The daughter of the SPD politician and director of the Wiesbaden adult education center, Johannes Maaß, left grammar school in the spring of 1933 after her father was banned from working and gave up her plans to study in view of the political situation. After marrying the chemist Dr. Bernhard Schmitt in 1938, she went to Heidelberg, where she enrolled as a guest student at the university.

Hedwig Schmitt-Maaß returned to Wiesbaden in 1945 and supported her father in rebuilding the SPD until she herself became a member of the city council for the first time in 1948 and remained a member until she moved to Bonn in 1959. She was one of the few women to become a member of the city parliament after the Second World War. As a young local politician, she was very interested in women's politics and was involved in the board of the non-party women's committee, which later became the non-party women's association, and was a member of the board of the SPD women's group and the Young Socialists.

At the same time, her extensive journalistic activities unfolded. Her publications focused on political education, the social situation of women and coming to terms with the National Socialist era. After a three-month study trip to the USA in 1949, she worked as an assistant to the American women's advisor, Betsy Knapp, with whom she founded the "Büro für Frauenfragen" (later Büro für Staatsbürgerliche Frauenarbeit e.V.) in Wiesbaden, a unique institution in Germany. Between 1954-58, she was a consultant for political youth and adult education at the later Hessian State Center for Political Education and in 1958 moved to the Bonn party executive of the SPD under Erich Ollenhauer and Herbert Wehner as a women's consultant. In 1963, the Hessian Minister for Education and Public Education, Ernst Schütte, brought her back to Wiesbaden as a press officer, where she later worked under his successors until her retirement in 1978. From 1968 to 1972, she was once again a member of the Wiesbaden City Council.
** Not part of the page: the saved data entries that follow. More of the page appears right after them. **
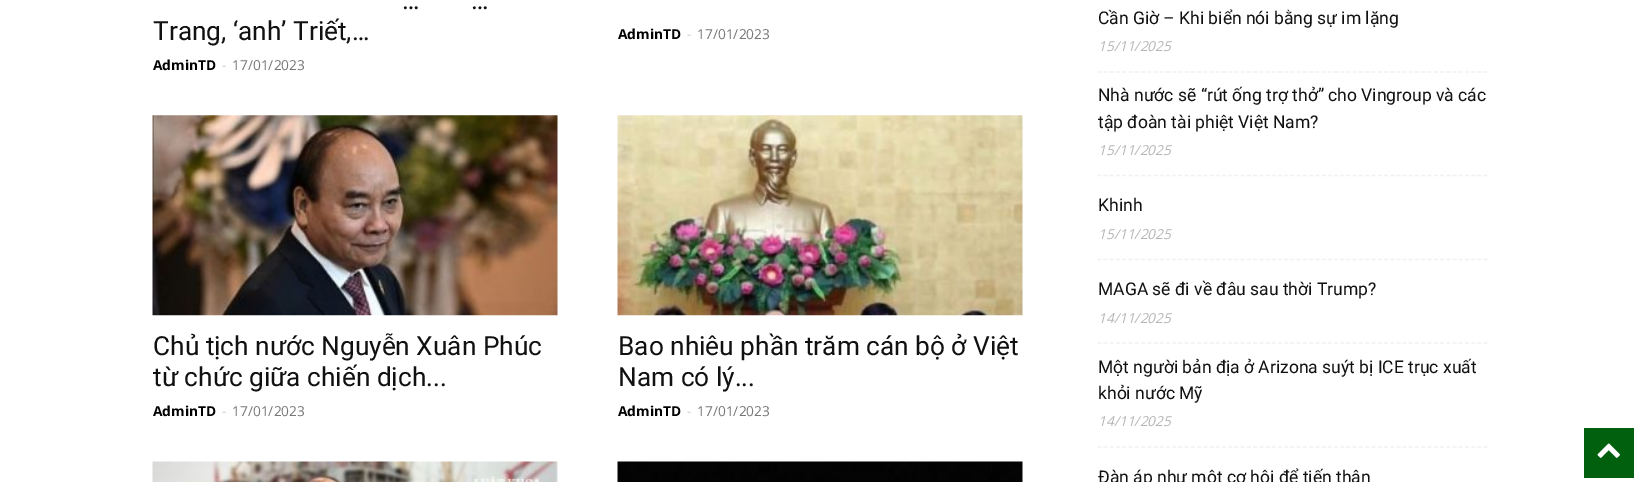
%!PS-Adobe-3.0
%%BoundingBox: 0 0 1640 482
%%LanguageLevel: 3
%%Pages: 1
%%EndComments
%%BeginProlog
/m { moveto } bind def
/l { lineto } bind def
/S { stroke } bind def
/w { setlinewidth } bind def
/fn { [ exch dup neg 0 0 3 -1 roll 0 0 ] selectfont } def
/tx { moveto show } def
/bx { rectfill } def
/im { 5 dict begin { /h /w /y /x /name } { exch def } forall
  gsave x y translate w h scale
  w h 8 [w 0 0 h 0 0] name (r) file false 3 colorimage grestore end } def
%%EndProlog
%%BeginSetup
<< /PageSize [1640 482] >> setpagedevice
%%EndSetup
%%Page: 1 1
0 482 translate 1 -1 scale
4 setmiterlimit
1 setgray
0 0 1640 482 bx
/Roboto-Regular 26.25 fn
0.067 setgray
(…) 402 9 tx
(…) 471 9 tx
(Trang, ‘anh’ Triết,…) 153 40 tx
/OpenSans-Bold 13.75 fn
0 setgray
(AdminTD) 153 70 tx
/OpenSans-Regular 13.75 fn
0.8 setgray
(-) 222 70 tx
0.463 setgray
(17/01/2023) 232 70 tx
/OpenSans-Bold 13.75 fn
0 setgray
(AdminTD) 618 39 tx
/OpenSans-Regular 13.75 fn
0.8 setgray
(-) 687 39 tx
0.463 setgray
(17/01/2023) 697 39 tx
(image0.raw) 152 115 406 201 im
/Roboto-Regular 26.25 fn
0.067 setgray
(Chủ tịch nước Nguyễn Xuân Phúc) 153 355 tx
(từ chức giữa chiến dịch...) 153 386 tx
/OpenSans-Bold 13.75 fn
0 setgray
(AdminTD) 153 416 tx
/OpenSans-Regular 13.75 fn
0.8 setgray
(-) 222 416 tx
0.463 setgray
(17/01/2023) 232 416 tx
(image1.raw) 617 115 406 201 im
/Roboto-Regular 26.25 fn
0.067 setgray
(Bao nhiêu phần trăm cán bộ ở Việt) 618 355 tx
(Nam có lý...) 618 386 tx
/OpenSans-Bold 13.75 fn
0 setgray
(AdminTD) 618 416 tx
/OpenSans-Regular 13.75 fn
0.8 setgray
(-) 687 416 tx
0.463 setgray
(17/01/2023) 697 416 tx
(image2.raw) 152 461 406 21 im
(image3.raw) 617 461 406 21 im
0.945 setgray
1.2 w
[3.75 2.48] 0 setdash
1097.5 72 m 1487.5 72 l S
/Roboto-Regular 17.5 fn
0.067 setgray
(Cần Giờ – Khi biển nói bằng sự im lặng) 1098 24 tx
/OpenSans-Italic 13.75 fn
0.71 setgray
(15/11/2025) 1098 51 tx
0.945 setgray
1097.5 175.5 m 1487.5 175.5 l S
/Roboto-Regular 17.5 fn
0.067 setgray
(Nhà nước sẽ “rút ống trợ thở” cho Vingroup và các) 1098 101 tx
(tập đoàn tài phiệt Việt Nam?) 1098 128 tx
/OpenSans-Italic 13.75 fn
0.71 setgray
(15/11/2025) 1098 155 tx
0.945 setgray
1097.5 259.5 m 1487.5 259.5 l S
/Roboto-Regular 17.5 fn
0.067 setgray
(Khinh) 1098 211 tx
/OpenSans-Italic 13.75 fn
0.71 setgray
(15/11/2025) 1098 239 tx
0.945 setgray
1097.5 343 m 1487.5 343 l S
/Roboto-Regular 17.5 fn
0.067 setgray
(MAGA sẽ đi về đâu sau thời Trump?) 1098 295 tx
/OpenSans-Italic 13.75 fn
0.71 setgray
(14/11/2025) 1098 323 tx
0.945 setgray
1097.5 447 m 1487.5 447 l S
/Roboto-Regular 17.5 fn
0.067 setgray
(Một người bản địa ở Arizona suýt bị ICE trục xuất) 1098 373 tx
(khỏi nước Mỹ) 1098 399 tx
/OpenSans-Italic 13.75 fn
0.71 setgray
(14/11/2025) 1098 426 tx
/Roboto-Regular 17.5 fn
0.067 setgray
(Đàn áp như một cơ hội để tiến thân) 1098 483 tx
0.004 0.376 0.055 setrgbcolor
1584 428 50 50 bx
(image4.raw) 1597 443 23 15 im
showpage
%%EOF
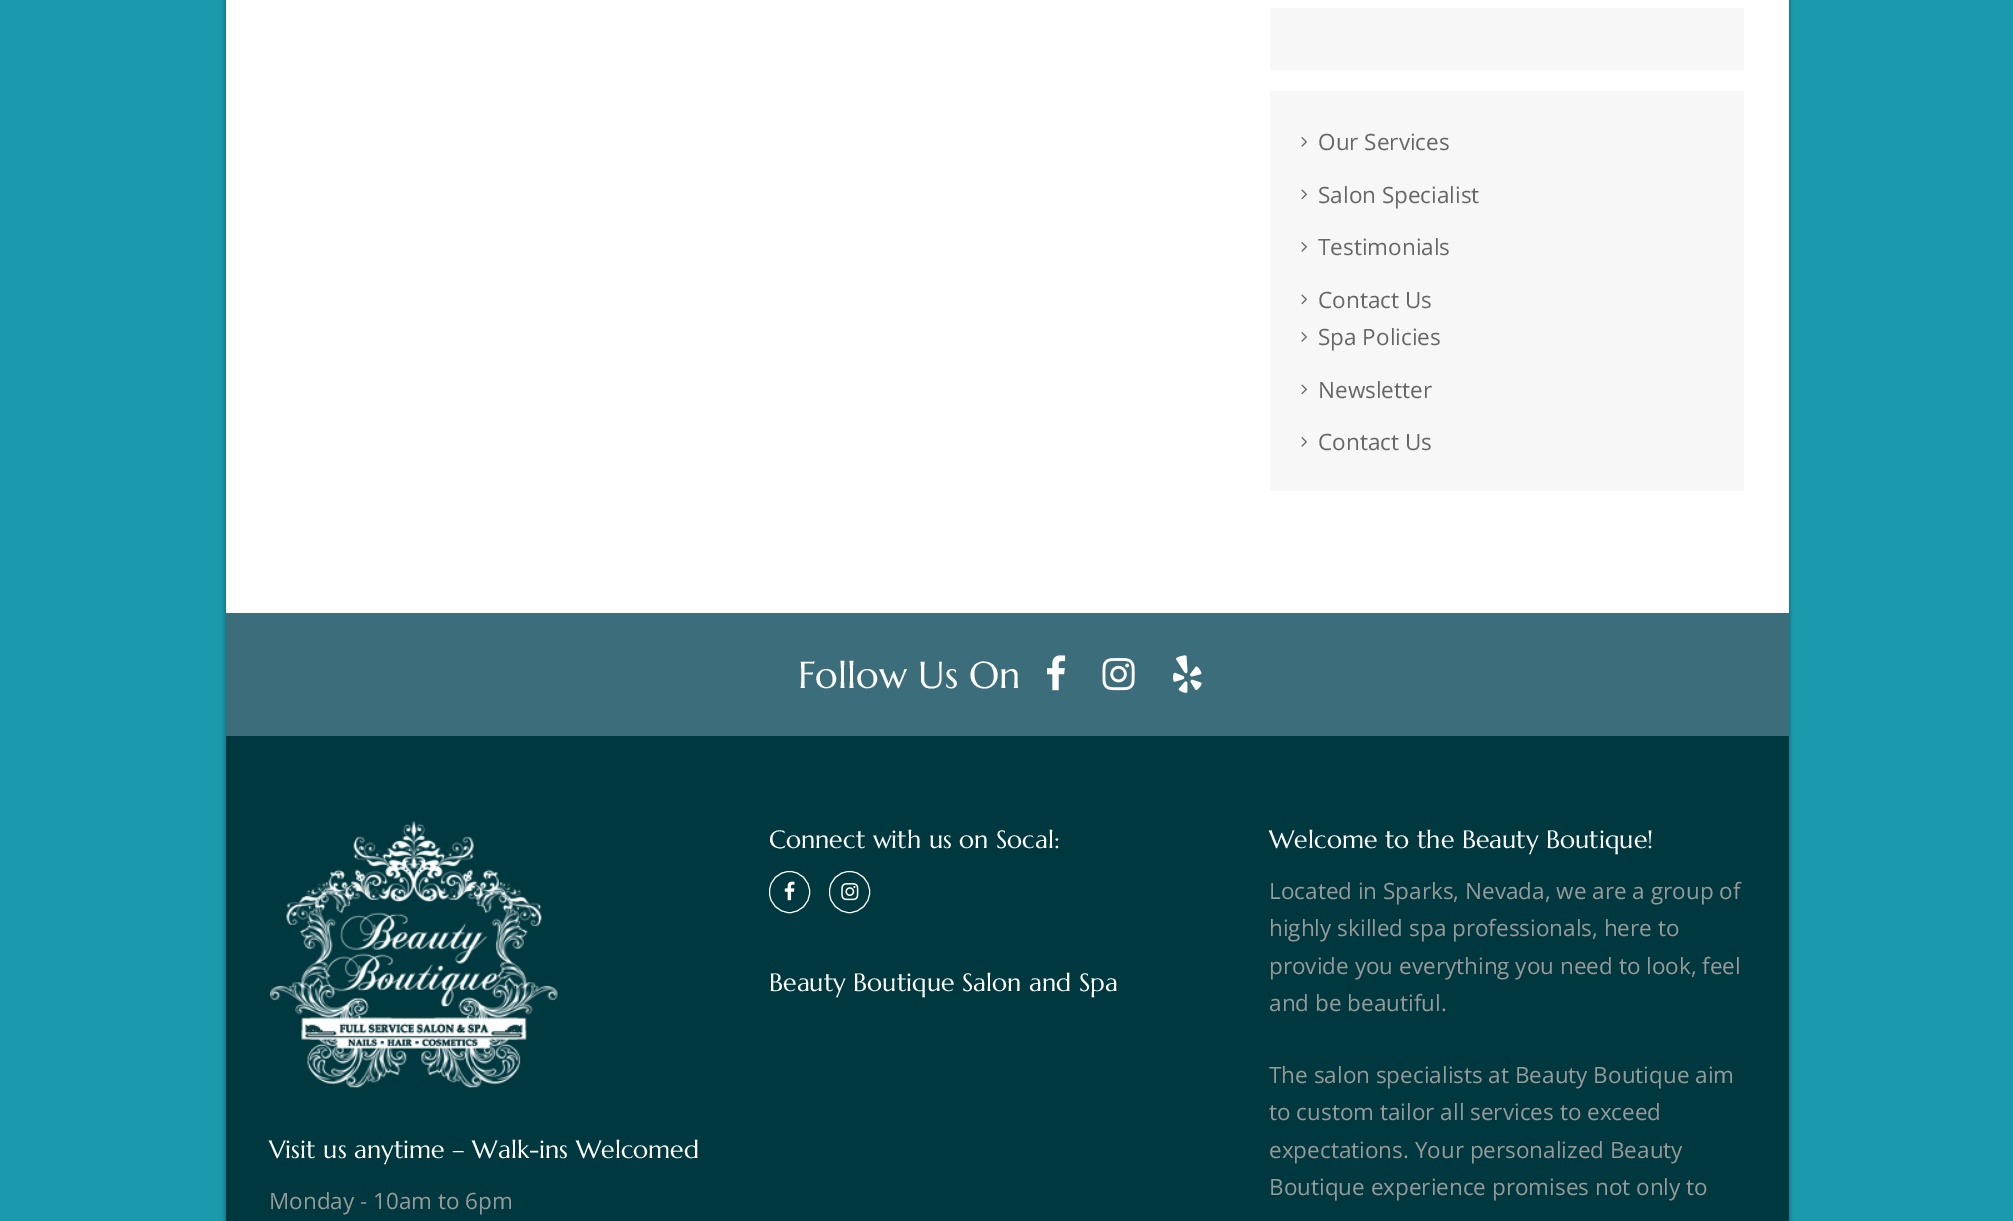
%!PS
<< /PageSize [2013 1221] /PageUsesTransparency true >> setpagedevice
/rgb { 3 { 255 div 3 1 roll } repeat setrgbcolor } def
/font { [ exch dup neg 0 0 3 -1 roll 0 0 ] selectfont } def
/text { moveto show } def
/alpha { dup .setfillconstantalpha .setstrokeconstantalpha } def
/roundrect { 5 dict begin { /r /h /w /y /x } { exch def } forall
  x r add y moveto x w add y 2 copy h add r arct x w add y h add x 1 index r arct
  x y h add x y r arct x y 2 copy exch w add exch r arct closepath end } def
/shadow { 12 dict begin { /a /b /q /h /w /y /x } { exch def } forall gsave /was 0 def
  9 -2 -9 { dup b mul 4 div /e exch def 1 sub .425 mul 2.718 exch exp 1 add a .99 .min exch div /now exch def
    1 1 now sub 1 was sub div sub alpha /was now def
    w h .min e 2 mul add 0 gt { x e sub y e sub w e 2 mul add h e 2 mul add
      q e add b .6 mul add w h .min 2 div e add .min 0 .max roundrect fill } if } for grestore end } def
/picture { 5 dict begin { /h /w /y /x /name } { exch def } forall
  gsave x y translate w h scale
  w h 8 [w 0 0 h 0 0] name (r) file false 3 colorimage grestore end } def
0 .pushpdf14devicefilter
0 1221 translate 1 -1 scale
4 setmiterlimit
27 153 173 rgb
0 0 2013 1221 rectfill
0 0 0 rgb
226 -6 1563 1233 0 2 0.5 shadow
255 255 255 rgb
226 0 1563 613 rectfill
247 247 247 rgb
1270 8 474 62 rectfill
1270 91 474 400 rectfill
(img_01.rgb) 1301 137 6 10 picture
(img_02.rgb) 1301 189 6 11 picture
(img_01.rgb) 1301 242 6 10 picture
(img_02.rgb) 1301 294 6 11 picture
(img_01.rgb) 1301 332 6 10 picture
(img_02.rgb) 1301 384 6 11 picture
(img_01.rgb) 1301 437 6 10 picture
60 109 123 rgb
226 613 1563 123 rectfill
(img_03.rgb) 1047 655 19 36 picture
(img_04.rgb) 1102 658 33 33 picture
(img_05.rgb) 1173 655 29 38 picture
0 56 63 rgb
226 736 1563 485 rectfill
(img_06.rgb) 270 821 288 267 picture
255 255 255 rgb
769.5 871.5 40 41 20 roundrect stroke
(img_07.rgb) 784 881 11 20 picture
829.5 871.5 40 41 20 roundrect stroke
(img_08.rgb) 841 883 18 18 picture
/OpenSans-Regular 22.5 font
102 102 102 rgb
(Our Services) 1318 150 text
(Salon Specialist) 1318 203 text
(Testimonials) 1318 255 text
(Contact Us) 1318 308 text
(Spa Policies) 1318 345 text
(Newsletter) 1318 398 text
(Contact Us) 1318 450 text
/Marcellus-Regular 37.5 font
255 255 255 rgb
(Follow Us On) 798 688 text
/Marcellus-Regular 25 font
(Visit us anytime – Walk-ins Welcomed) 269 1158 text
/OpenSans-Regular 22.5 font
153 153 153 rgb
(Monday - 10am to 6pm) 269 1209 text
/Marcellus-Regular 25 font
255 255 255 rgb
(Connect with us on Socal:) 769 848 text
(Beauty Boutique Salon and Spa) 769 991 text
(Welcome to the Beauty Boutique!) 1269 848 text
/OpenSans-Regular 22.5 font
153 153 153 rgb
(Located in Sparks, Nevada, we are a group of) 1269 899 text
(highly skilled spa professionals, here to) 1269 936 text
(provide you everything you need to look, feel) 1269 974 text
(and be beautiful.) 1269 1011 text
(The salon specialists at Beauty Boutique aim) 1269 1083 text
(to custom tailor all services to exceed) 1269 1120 text
(expectations. Your personalized Beauty) 1269 1158 text
(Boutique experience promises not only to) 1269 1195 text
.poppdf14devicefilter showpage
Influenced by her father's persecution and her own experiences during the Nazi era, she became particularly interested in literature on National Socialism in the mid-1960s and corresponded with writers and survivors of the Holocaust, Jean Améry, Hermann Langbein and Primo Levi, who dedicated a section to her in his book "Die Untergegangenen und Geretteten". Her grave is located in Wiesbaden's Südfriedhof cemetery.